Task prompt. Look through the records that follow and state how many lines hold the word "Salvador", without adding anything.

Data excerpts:
*** Block opens ***

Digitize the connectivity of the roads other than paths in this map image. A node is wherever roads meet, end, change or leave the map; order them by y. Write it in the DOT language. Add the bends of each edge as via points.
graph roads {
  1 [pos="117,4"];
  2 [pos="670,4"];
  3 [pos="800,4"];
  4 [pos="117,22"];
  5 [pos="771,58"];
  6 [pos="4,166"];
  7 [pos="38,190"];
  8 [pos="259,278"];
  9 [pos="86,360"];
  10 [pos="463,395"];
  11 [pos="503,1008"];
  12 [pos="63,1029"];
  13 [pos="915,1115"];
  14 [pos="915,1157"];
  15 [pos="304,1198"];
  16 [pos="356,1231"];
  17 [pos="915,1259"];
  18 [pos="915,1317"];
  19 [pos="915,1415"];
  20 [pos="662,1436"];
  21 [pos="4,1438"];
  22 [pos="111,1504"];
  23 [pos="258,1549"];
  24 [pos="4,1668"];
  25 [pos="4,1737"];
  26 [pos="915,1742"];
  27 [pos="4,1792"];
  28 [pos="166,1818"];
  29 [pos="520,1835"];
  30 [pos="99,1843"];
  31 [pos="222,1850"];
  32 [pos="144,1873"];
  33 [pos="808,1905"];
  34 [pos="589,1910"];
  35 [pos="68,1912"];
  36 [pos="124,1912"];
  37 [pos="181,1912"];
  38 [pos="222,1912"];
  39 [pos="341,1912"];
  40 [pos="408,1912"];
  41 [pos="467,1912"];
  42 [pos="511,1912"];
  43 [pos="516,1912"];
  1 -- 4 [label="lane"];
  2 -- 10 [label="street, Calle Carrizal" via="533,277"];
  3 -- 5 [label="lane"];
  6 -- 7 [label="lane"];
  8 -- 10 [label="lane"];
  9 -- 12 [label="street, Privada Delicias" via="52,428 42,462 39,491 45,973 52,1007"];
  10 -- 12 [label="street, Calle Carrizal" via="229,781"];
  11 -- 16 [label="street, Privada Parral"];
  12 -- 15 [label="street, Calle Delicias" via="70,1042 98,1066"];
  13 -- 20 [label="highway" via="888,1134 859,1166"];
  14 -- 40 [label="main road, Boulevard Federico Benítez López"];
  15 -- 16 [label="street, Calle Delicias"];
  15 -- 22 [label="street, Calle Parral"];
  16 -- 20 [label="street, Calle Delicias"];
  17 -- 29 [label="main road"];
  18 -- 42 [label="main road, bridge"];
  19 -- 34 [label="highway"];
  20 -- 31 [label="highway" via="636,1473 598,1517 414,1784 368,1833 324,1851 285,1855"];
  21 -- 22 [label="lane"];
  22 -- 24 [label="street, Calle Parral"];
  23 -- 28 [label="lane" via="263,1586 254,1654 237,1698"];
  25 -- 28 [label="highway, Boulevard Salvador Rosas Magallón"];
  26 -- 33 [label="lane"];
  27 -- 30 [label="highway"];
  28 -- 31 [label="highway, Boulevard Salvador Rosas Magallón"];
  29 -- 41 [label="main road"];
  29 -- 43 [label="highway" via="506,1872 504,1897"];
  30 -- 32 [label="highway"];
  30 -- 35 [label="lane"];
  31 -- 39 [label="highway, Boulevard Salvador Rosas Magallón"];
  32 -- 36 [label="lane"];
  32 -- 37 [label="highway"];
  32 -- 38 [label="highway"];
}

*** Block closes ***

Result. 3